読者反応研究: 読者が文学作品を読む際の生理的・心理的反応を測定することで、物語の効果を実証的に研究する取り組みも始まっています。例えば、感情的な場面を読む際の脳活動、心拍数の変化、視線の動きなどを記録・分析することで、テキストが読者に与える影響を客観的に評価できます。
デジタル文学研究: 大量のテキストデータをコンピュータで分析することで、特定の時代や文化圏における文学的傾向を客観的に把握する研究が進んでいます。例えば、19世紀イギリス小説における都市描写の変化や、日本文学における感情表現の歴史的変遷などを、数千の作品から抽出して分析することができます。
●歴史学の変わるべき姿の事例
古DNA分析: 考古学的遺物から抽出したDNAを分析することで、過去の人口移動や遺伝的多様性の変化を追跡する研究が進んでいます。これにより、文献資料だけでは解明できなかった人類の移動や交流の歴史が明らかになってきています。
気候考古学: 古気候データ(氷床コア、年輪、湖底堆積物など)と歴史的記録を照合することで、気候変動と文明の盛衰の関係を定量的に分析する研究が行われています。例えば、マヤ文明の崩壊と長期干ばつの関係や、中世ヨーロッパの社会変動と気候変動の相関などが明らかになっています。

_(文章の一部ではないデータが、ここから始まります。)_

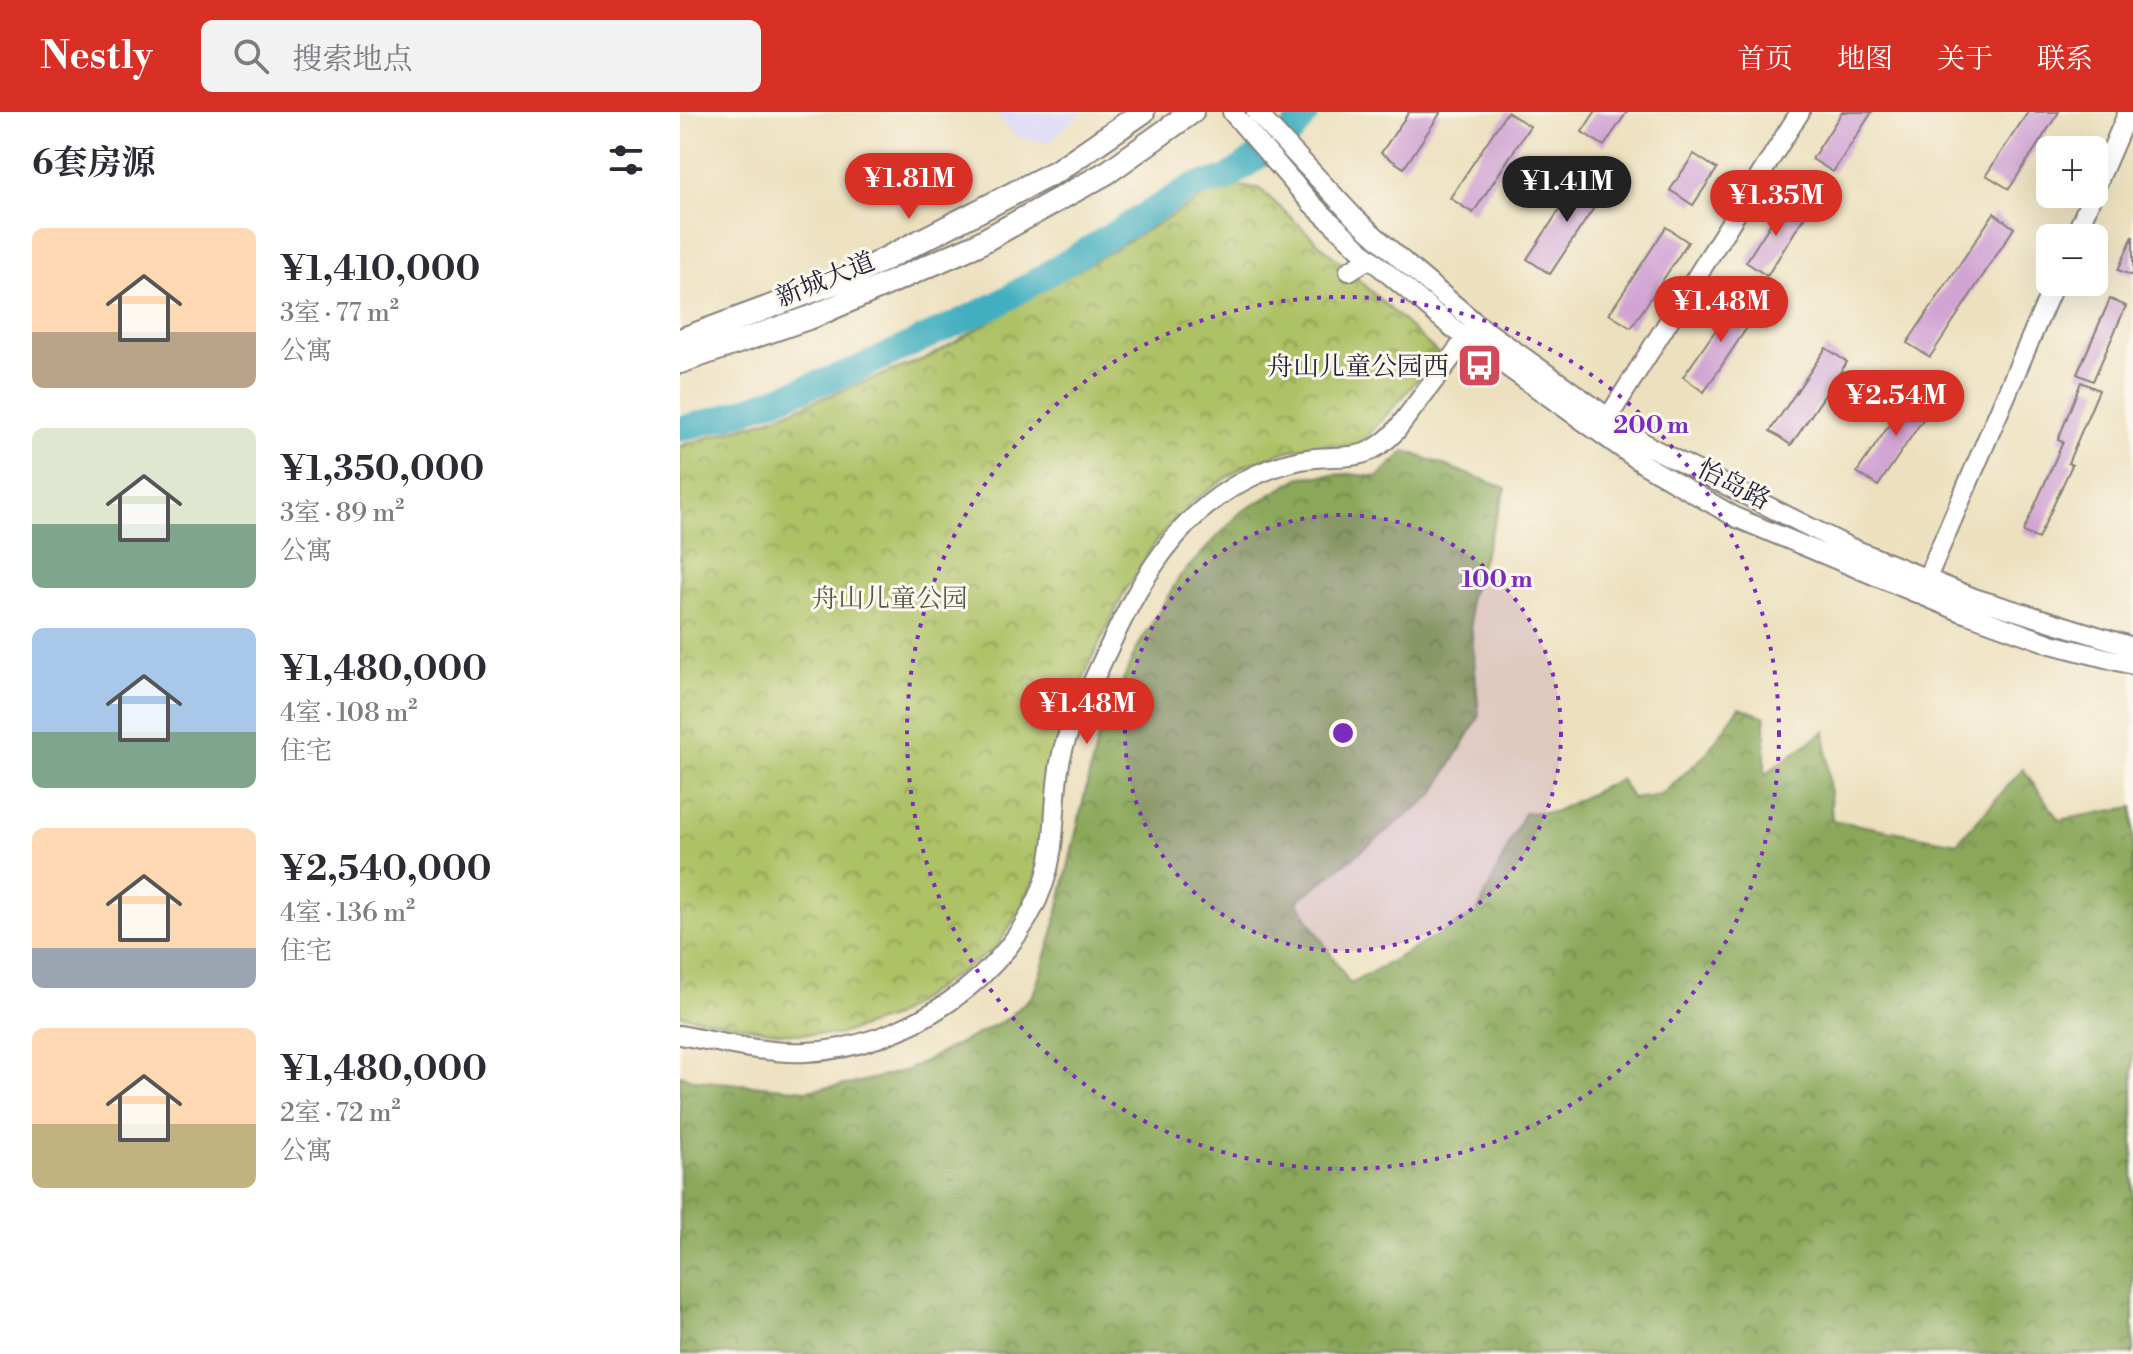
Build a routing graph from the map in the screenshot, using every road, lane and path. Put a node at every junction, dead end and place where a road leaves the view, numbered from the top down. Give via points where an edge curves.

デジタル・ヒストリー: 歴史的文書のデジタル化とテキストマイニングにより、大量の史料から歴史的パターンを抽出する研究が進んでいます。例えば、数十万通の歴史的書簡をネットワーク分析することで、過去の知的交流ネットワークの構造を可視化したり、新聞アーカイブの大規模分析から世論の変化を追跡したりする研究が行われています。
●哲学の変わるべき姿の事例
実験哲学(Experimental Philosophy): 伝統的に哲学者の直観に依存していた思考実験を、実際のアンケート調査や心理実験によって検証する「実験哲学」が2000年代から発展しています。例えば、道徳的判断や自由意志に関する哲学的直観が文化や社会的背景によってどう異なるかを実証的に研究しています。
神経倫理学: 神経科学の発展により、道徳的判断や意思決定の神経基盤が解明されつつあります。哲学者と神経科学者の協働により、「人間の意識とは何か」「道徳的責任の基盤は何か」といった伝統的哲学問題に新たなアプローチが生まれています。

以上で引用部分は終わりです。